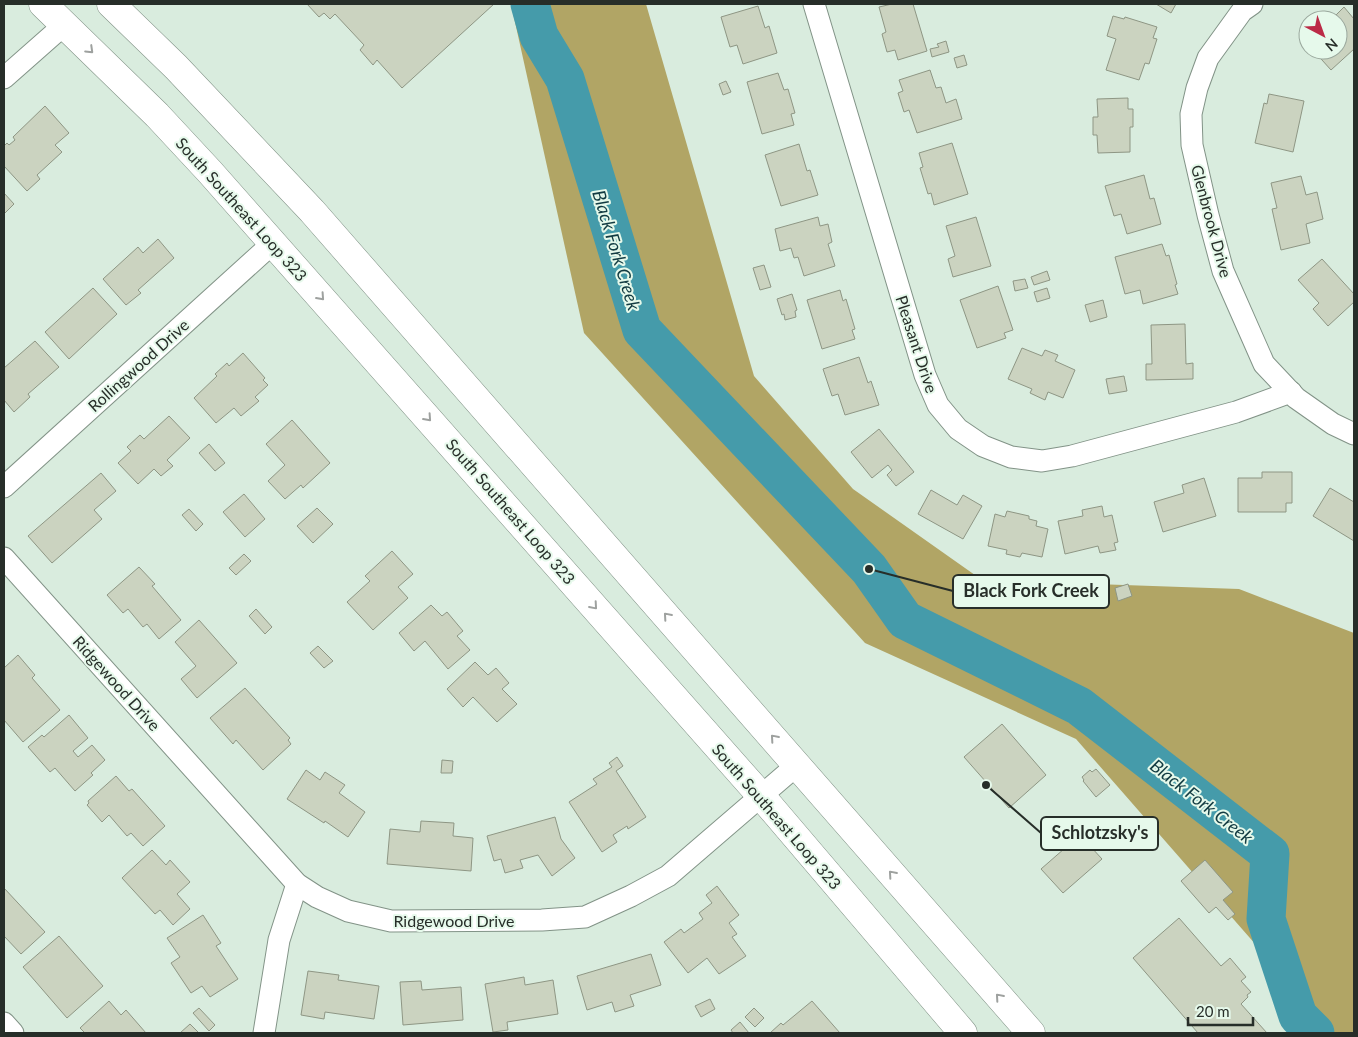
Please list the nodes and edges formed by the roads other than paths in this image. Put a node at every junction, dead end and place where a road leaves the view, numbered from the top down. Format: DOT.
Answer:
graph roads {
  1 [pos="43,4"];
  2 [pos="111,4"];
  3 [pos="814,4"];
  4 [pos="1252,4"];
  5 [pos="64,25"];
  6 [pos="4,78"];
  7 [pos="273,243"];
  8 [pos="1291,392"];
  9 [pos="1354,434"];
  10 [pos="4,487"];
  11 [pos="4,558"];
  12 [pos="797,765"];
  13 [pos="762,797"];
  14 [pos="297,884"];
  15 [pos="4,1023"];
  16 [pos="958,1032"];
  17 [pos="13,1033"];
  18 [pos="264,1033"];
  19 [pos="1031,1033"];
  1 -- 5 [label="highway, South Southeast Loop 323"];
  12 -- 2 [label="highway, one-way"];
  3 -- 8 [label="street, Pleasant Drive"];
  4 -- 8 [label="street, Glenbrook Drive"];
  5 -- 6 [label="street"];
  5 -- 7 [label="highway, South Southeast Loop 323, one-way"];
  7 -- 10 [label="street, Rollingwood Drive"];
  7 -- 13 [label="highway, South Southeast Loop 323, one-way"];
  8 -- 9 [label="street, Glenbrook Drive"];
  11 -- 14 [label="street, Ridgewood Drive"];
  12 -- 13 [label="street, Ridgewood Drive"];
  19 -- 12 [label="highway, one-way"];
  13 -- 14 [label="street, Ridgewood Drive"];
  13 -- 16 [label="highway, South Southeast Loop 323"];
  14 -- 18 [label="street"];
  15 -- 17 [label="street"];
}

○ ○ ○ ○ ○ ○ ○

▸ EXERCISE REQUIREMENTS: Everything in the material except the pictures should be restated word for word.

▸ ANSWER SECTION:
Please list the nodes and edges formed by the roads other than paths in this image. Put a node at every junction, dead end and place where a road leaves the view, numbered from the top down. Format: DOT.
Answer:
graph roads {
  1 [pos="43,4"];
  2 [pos="111,4"];
  3 [pos="814,4"];
  4 [pos="1252,4"];
  5 [pos="64,25"];
  6 [pos="4,78"];
  7 [pos="273,243"];
  8 [pos="1291,392"];
  9 [pos="1354,434"];
  10 [pos="4,487"];
  11 [pos="4,558"];
  12 [pos="797,765"];
  13 [pos="762,797"];
  14 [pos="297,884"];
  15 [pos="4,1023"];
  16 [pos="958,1032"];
  17 [pos="13,1033"];
  18 [pos="264,1033"];
  19 [pos="1031,1033"];
  1 -- 5 [label="highway, South Southeast Loop 323"];
  12 -- 2 [label="highway, one-way"];
  3 -- 8 [label="street, Pleasant Drive"];
  4 -- 8 [label="street, Glenbrook Drive"];
  5 -- 6 [label="street"];
  5 -- 7 [label="highway, South Southeast Loop 323, one-way"];
  7 -- 10 [label="street, Rollingwood Drive"];
  7 -- 13 [label="highway, South Southeast Loop 323, one-way"];
  8 -- 9 [label="street, Glenbrook Drive"];
  11 -- 14 [label="street, Ridgewood Drive"];
  12 -- 13 [label="street, Ridgewood Drive"];
  19 -- 12 [label="highway, one-way"];
  13 -- 14 [label="street, Ridgewood Drive"];
  13 -- 16 [label="highway, South Southeast Loop 323"];
  14 -- 18 [label="street"];
  15 -- 17 [label="street"];
}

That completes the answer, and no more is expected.